Containing and controlling the disease
Properties identified through tracing and screening are categorised according to risk of infection, and appropriate measures to contain and control disease are put in place.
- movement controls, restricting cattle moving on and off the farm
- cleaning and disinfection and stand-down period.
Programme property categories
Properties in the programme will fall into one of the following risk categories:
- Active Surveillance
- Notice of Direction
- Confirmed Property (Active or Cleared).
|Risk of infection
|Movement Control applied to the property
|Notice of Direction (NOD)
|Restricted Place Notice (RP)
|None (RP lifted)
A farm is placed under Active Surveillance when there is a low risk of infection.
This includes farms that:
- sent cattle to a farm which later became infected
- are neighbours an infected farm
- received cattle from an infected farm before we believe that farm was infected.
These farms are required to undergo testing and the management groups (mobs) of cattle that might have been exposed will be tested to determine their disease status.
There’s no evidence of M. bovis spreading across farm boundaries, unless cattle have mixed or interacted.
The risk is so low that the farms do not need to be placed under movement restrictions.
A very small number of farms placed under Active Surveillance are found to be infected.
Notice of Direction (NOD)
A farm is placed under Notice of Direction (NOD) when there’s a high risk that cattle on the farm may be infected withM. bovis.
This includes farms where:
- there are or have been trace animals that have come from an infected herd
- a bulk tank milk ‘detect’ test result has been produced
- a round of Active Surveillance testing was positive
- a farm is closely associated with an infected farm – they share the same owner or manager.
This stops cattle and other high-risk items at risk of spreading M. bovis from being moved off the farm (without a permit), while testing is done to determine if any cattle are infected.
While restrictions are in place, the following cannot be moved off the farm without a permit (issued through MPI):
- milk not being sent for to a commercial processor
- equipment that’s been used in the milking environment or has been in direct contact with cattle.
A Confirmed Property is either an Active Confirmed Property or Cleared Confirmed Property.
An Active Confirmed Property is a farm with management groups (mobs) of cattle that have been determined to have M. bovis.
A Restricted Place Notice (RP), which is the highest level of legal controls, will be applied to the property. Some main controls include:
- cattle cannot be moved in or out of the RP Notice area without a permit
- all cattle within the RP Notice area will need to be culled (depopulated)
- no at-risk goods/equipment or cattle can be moved out of the RP area, except for cattle being transported to slaughter as arranged by the M. bovis Eradication Programme.
The affected cattle covered by the RP notice will be depopulated (culled).
Depending on the type of farm, it will go through cleaning and disinfection and/or a stand-down period.

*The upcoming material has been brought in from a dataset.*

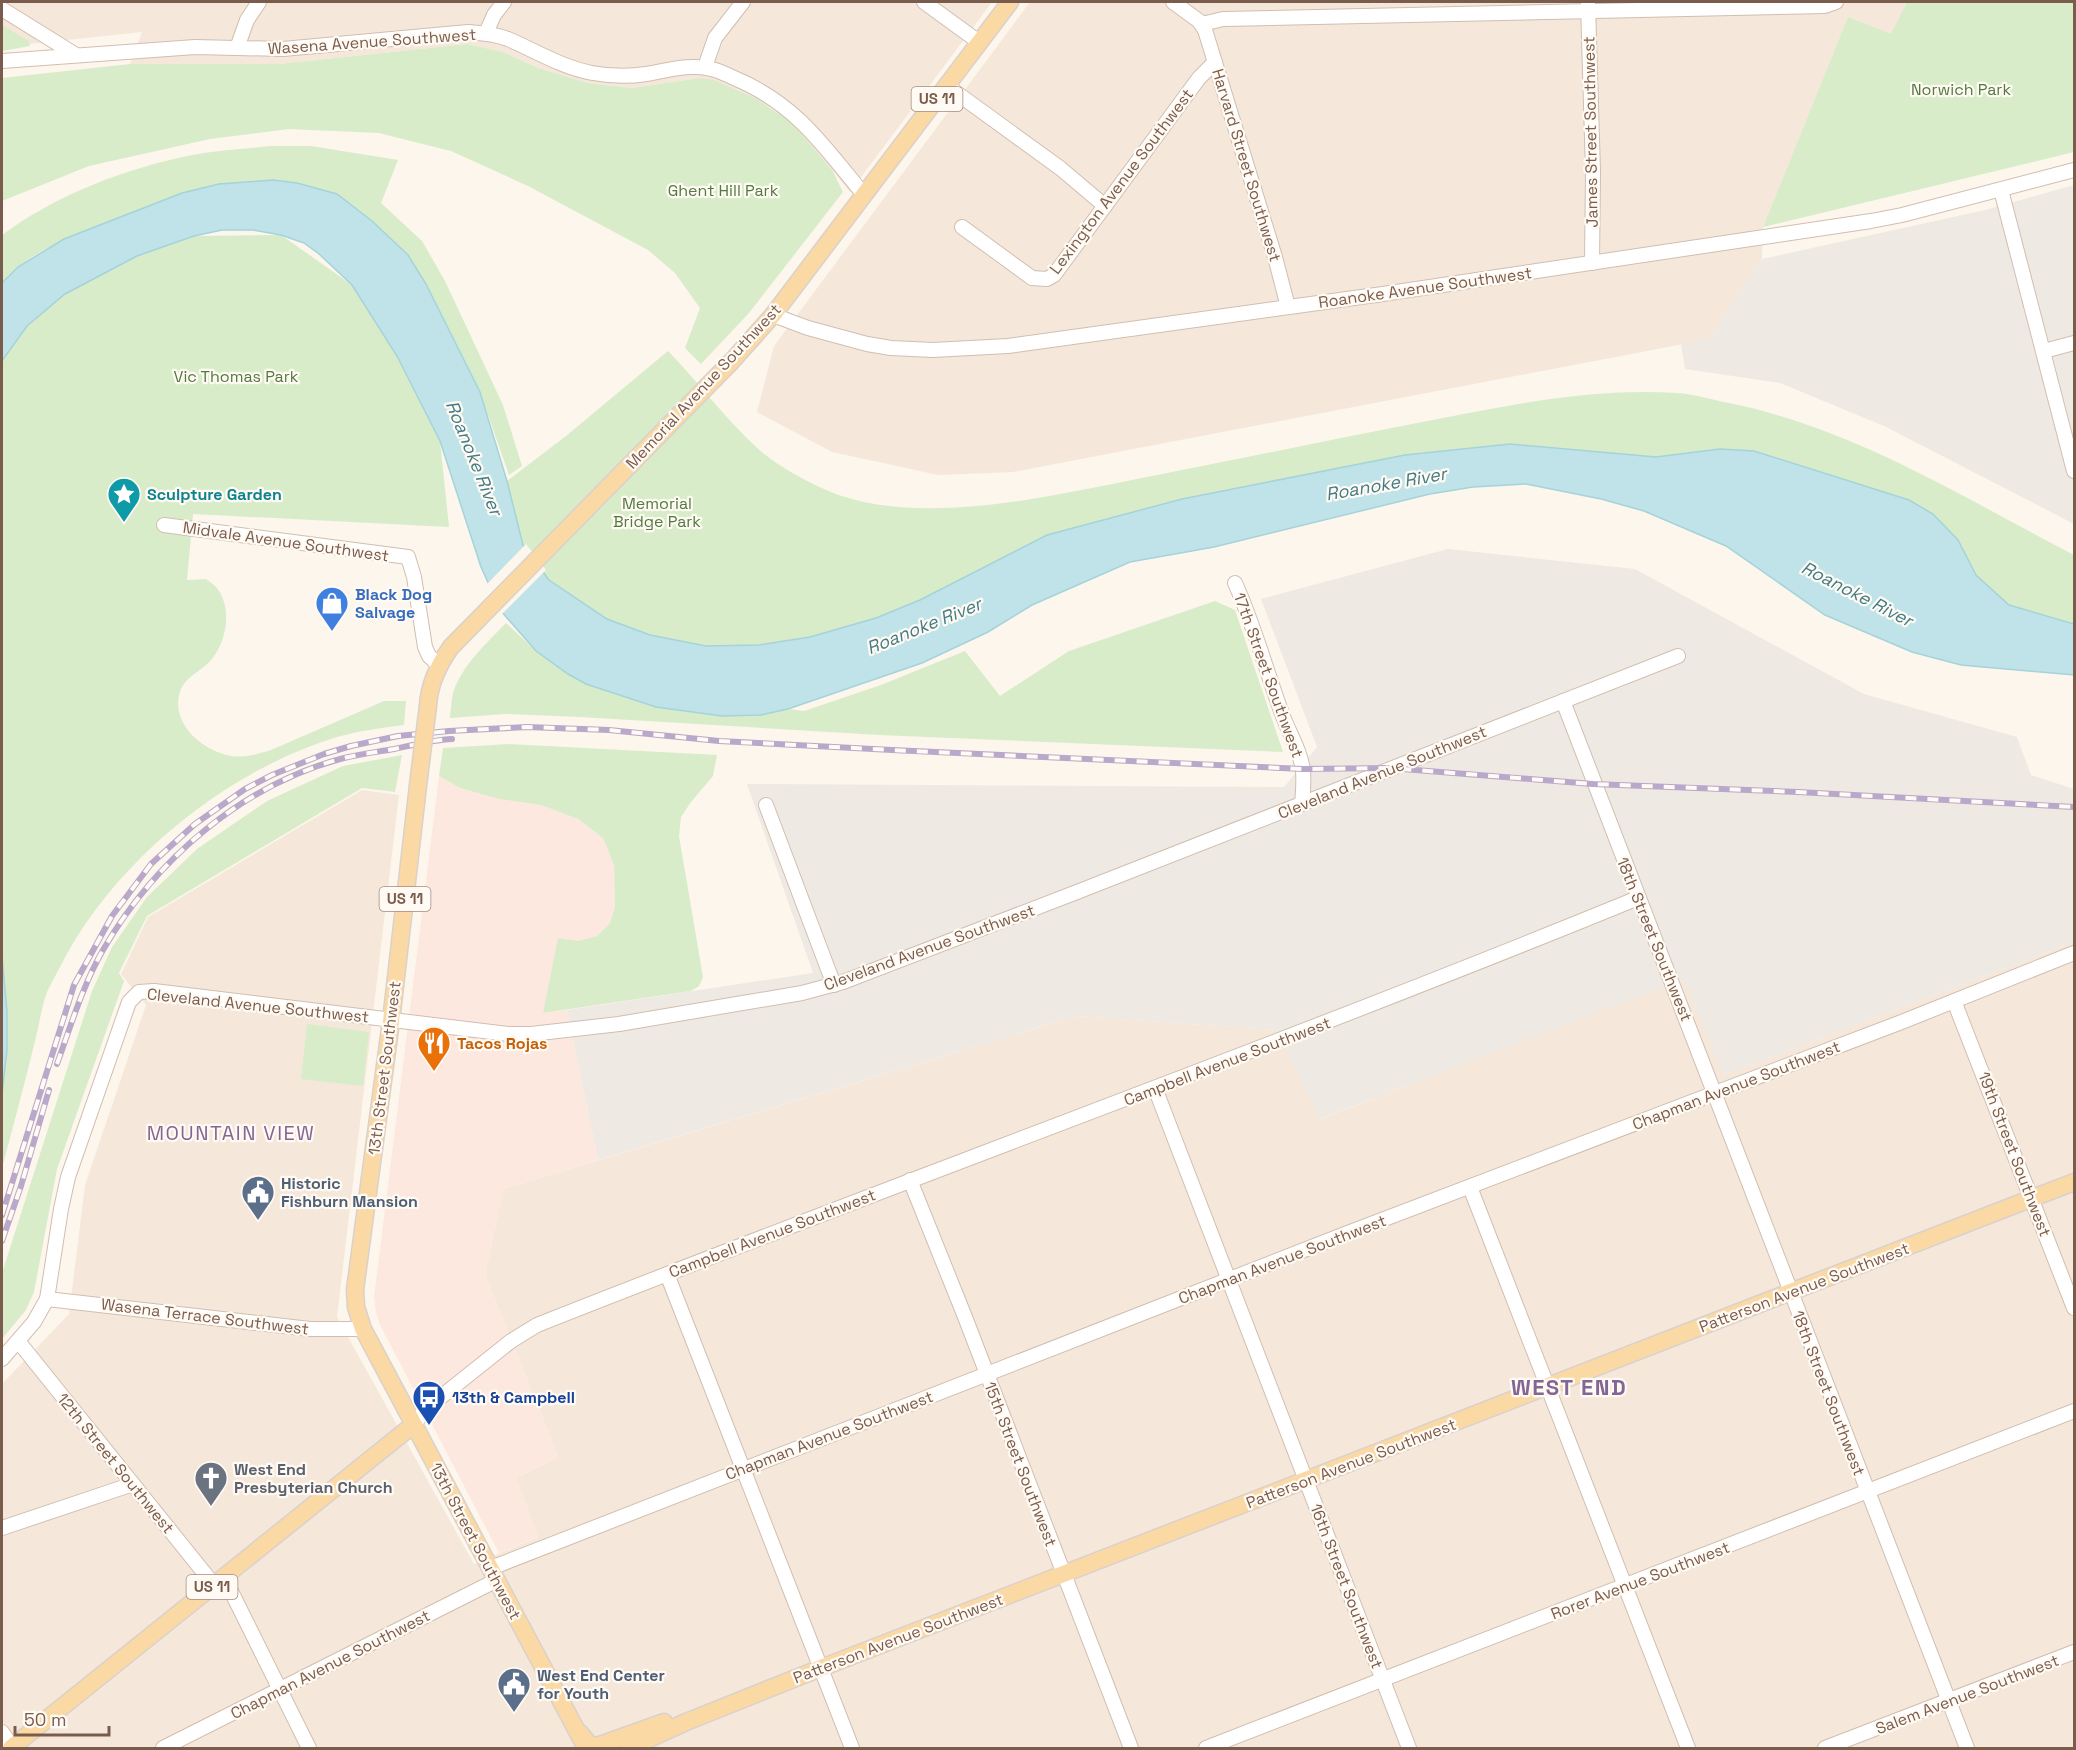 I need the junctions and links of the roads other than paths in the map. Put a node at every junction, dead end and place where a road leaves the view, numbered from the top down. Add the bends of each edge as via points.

Once this has been completed, and movement controls lifted, a farm becomes a Cleared Confirmed Property and can be repopulated with replacement cattle.

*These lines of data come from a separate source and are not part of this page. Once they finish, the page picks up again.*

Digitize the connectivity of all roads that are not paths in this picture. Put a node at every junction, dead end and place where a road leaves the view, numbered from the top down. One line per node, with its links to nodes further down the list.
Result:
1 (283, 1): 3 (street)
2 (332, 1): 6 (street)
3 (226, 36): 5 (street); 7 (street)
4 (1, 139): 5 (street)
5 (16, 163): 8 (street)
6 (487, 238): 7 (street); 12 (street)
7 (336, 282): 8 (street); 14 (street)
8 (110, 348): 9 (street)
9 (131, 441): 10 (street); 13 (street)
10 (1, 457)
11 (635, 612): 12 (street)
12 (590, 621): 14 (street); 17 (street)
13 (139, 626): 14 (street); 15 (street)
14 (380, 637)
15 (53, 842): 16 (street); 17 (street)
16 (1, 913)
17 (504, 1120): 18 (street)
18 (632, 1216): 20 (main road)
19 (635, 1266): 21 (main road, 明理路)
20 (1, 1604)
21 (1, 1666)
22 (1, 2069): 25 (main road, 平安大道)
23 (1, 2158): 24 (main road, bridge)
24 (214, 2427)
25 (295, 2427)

M. bovis can be extremely difficult to detect. A seemingly healthy animal can have M. bovis and still infect others. If we confirm the disease in one animal, we have to assume the whole herd is infected with M. bovis. The farm or affected areas of a farm will be depopulated and cleared of stock.

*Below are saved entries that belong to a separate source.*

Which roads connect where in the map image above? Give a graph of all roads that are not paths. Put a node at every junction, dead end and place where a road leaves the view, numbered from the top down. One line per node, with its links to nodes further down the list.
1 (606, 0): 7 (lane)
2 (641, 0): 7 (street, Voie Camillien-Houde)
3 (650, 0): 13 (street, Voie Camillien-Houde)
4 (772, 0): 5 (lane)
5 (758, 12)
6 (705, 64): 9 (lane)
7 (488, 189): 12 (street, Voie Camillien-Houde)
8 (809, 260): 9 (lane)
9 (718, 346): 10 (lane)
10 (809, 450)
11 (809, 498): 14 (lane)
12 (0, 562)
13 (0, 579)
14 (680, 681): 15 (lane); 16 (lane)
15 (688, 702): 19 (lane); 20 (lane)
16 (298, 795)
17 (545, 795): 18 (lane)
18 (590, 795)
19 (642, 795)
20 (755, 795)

The programme works with farmers to ensure the timing of any cull has the least impact on production.
After depopulation, the infected property will be cleaned and disinfected and undergo a minimum 60-day stand-down period where no cattle will be allowed on the farms.
Surveillance, monitoring and testing remains in place for a time as a further safeguard.
Cleaning, disinfection, and stand-down
After depopulation, each area under the RP Notice will need to undergo:
- cleaning and disinfection, and/or
- a minimum 60-day stand-down (during stand-down, cattle must not come into contact with areas covered by the RP Notice).
Cleaning and disinfection and stand-down requirements are determined by the farm type and level of risk associated with particular areas and items on the farm.
The aim of cleaning is to remove animal waste, debris, dirt, and organic matter from surfaces.
Cleaning removes most M. bovis bacteria from the environment and allows disinfectants to make effective contact with any remaining bacteria.
The aim of disinfection is to destroy any bacteria that may remain after cleaning. Disinfection is carried out by applying appropriate disinfectants directly onto the surface of an item or area for the recommended contact time to destroy M. bovis.
M. bovis is very fragile in the environment, so a stand-down period enables the natural processes of time, dehydration, warmth, and sunlight to reduce the number of any surviving M. bovis bacteria.
After an infected property has been depopulated, cleaned and disinfected, and had restrictions lifted, a farm becomes a ‘Cleared Confirmed Property’ and can be repopulated with replacement cattle.
Repopulation and recovery
An infected farm becomes a ‘Cleared Confirmed Property’ and can be repopulated with replacement cattle once the property has:
- been depopulated
- been cleaned and disinfected
- completed stand-down, and
- had restrictions lifted.
The programme works with farmers on a recovery plan that’s tailored to each individual operation.